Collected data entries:
▬▬▬▬▬▬

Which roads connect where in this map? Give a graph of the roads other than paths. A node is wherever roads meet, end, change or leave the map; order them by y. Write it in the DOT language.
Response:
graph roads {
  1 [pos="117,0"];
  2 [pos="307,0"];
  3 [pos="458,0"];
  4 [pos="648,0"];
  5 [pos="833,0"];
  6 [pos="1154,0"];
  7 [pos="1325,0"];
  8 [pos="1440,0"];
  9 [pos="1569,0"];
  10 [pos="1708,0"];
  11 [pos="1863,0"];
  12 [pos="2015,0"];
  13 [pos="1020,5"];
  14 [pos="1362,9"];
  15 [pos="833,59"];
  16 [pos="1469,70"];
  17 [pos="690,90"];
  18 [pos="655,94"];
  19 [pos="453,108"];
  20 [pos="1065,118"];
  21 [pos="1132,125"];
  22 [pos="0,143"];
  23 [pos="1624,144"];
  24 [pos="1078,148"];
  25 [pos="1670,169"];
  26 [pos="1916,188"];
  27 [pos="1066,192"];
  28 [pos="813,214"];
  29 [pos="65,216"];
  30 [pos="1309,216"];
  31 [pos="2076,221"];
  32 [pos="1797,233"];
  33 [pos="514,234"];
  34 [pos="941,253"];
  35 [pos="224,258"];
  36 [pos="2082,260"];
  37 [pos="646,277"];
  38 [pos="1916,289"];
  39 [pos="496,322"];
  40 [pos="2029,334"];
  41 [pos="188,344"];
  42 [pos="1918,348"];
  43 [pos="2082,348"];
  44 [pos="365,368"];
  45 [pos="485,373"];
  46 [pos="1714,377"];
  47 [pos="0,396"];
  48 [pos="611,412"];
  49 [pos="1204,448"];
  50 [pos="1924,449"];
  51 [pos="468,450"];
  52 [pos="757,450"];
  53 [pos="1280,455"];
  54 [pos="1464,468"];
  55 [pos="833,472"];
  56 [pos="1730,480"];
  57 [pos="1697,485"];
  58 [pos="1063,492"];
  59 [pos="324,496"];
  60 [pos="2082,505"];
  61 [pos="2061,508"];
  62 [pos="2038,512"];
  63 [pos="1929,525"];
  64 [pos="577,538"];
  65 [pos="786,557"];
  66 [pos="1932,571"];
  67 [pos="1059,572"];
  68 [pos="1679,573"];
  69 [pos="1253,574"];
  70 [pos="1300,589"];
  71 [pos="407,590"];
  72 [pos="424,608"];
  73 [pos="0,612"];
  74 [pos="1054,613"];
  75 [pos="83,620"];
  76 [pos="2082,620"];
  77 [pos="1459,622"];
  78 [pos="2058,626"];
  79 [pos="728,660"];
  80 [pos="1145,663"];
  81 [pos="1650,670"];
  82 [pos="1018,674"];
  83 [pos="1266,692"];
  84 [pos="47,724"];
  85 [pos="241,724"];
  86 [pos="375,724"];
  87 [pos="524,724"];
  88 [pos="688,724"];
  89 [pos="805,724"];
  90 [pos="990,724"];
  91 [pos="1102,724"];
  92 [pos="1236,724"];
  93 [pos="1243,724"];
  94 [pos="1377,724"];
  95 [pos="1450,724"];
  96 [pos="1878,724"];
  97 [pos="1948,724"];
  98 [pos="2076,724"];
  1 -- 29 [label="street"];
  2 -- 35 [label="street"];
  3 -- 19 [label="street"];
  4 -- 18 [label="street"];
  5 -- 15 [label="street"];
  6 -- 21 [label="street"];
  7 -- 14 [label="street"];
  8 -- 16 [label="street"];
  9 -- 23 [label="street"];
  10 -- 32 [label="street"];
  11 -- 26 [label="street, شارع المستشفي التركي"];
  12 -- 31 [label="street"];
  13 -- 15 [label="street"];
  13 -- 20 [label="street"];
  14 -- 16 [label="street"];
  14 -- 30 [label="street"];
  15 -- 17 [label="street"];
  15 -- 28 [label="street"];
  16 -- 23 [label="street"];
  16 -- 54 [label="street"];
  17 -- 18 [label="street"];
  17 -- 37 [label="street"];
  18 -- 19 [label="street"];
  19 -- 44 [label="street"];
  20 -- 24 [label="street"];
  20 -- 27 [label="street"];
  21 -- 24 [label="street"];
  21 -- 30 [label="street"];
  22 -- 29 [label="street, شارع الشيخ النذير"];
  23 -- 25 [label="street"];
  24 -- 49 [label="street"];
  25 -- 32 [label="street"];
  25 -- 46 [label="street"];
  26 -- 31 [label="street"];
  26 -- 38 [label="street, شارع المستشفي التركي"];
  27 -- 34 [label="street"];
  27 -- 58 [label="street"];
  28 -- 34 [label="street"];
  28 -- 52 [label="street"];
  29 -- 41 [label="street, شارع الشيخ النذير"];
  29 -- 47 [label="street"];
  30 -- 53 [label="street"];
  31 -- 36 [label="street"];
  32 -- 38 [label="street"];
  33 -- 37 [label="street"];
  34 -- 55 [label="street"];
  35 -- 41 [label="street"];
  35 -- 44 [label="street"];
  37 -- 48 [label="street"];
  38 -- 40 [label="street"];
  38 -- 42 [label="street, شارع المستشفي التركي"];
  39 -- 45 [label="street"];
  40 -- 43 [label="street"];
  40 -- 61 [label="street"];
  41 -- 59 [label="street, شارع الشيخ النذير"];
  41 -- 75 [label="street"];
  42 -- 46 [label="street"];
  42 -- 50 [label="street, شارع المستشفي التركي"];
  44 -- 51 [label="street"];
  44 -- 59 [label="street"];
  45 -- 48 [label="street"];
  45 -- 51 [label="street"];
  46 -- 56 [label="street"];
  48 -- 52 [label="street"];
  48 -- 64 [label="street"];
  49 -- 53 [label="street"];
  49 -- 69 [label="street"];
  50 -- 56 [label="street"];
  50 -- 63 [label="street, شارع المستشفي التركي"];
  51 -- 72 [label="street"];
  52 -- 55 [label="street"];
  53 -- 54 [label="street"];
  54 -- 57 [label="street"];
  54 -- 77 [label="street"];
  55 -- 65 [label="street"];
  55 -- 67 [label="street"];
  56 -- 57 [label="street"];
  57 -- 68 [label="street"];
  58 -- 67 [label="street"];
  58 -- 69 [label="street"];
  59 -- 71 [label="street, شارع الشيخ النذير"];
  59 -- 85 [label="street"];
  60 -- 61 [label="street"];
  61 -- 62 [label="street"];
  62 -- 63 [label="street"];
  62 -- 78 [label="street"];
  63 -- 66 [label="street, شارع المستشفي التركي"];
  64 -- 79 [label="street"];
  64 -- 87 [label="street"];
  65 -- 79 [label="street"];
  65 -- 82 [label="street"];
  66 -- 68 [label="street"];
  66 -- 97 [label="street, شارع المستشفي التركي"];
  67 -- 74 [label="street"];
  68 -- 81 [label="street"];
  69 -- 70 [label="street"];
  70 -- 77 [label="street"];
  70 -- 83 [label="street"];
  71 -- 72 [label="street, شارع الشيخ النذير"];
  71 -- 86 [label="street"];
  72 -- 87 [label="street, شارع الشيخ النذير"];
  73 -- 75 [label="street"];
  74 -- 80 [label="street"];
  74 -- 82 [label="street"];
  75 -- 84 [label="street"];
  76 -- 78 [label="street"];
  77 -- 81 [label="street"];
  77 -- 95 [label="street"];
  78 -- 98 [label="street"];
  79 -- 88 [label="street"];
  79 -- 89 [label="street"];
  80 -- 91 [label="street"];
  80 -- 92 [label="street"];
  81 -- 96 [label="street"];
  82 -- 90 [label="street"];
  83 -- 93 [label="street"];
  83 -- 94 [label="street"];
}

▬▬▬▬▬▬

Your response should be made up of the lines in the data that contain the word "الشيخ".

  22 -- 29 [label="street, شارع الشيخ النذير"];
  29 -- 41 [label="street, شارع الشيخ النذير"];
  41 -- 59 [label="street, شارع الشيخ النذير"];
  59 -- 71 [label="street, شارع الشيخ النذير"];
  71 -- 72 [label="street, شارع الشيخ النذير"];
  72 -- 87 [label="street, شارع الشيخ النذير"];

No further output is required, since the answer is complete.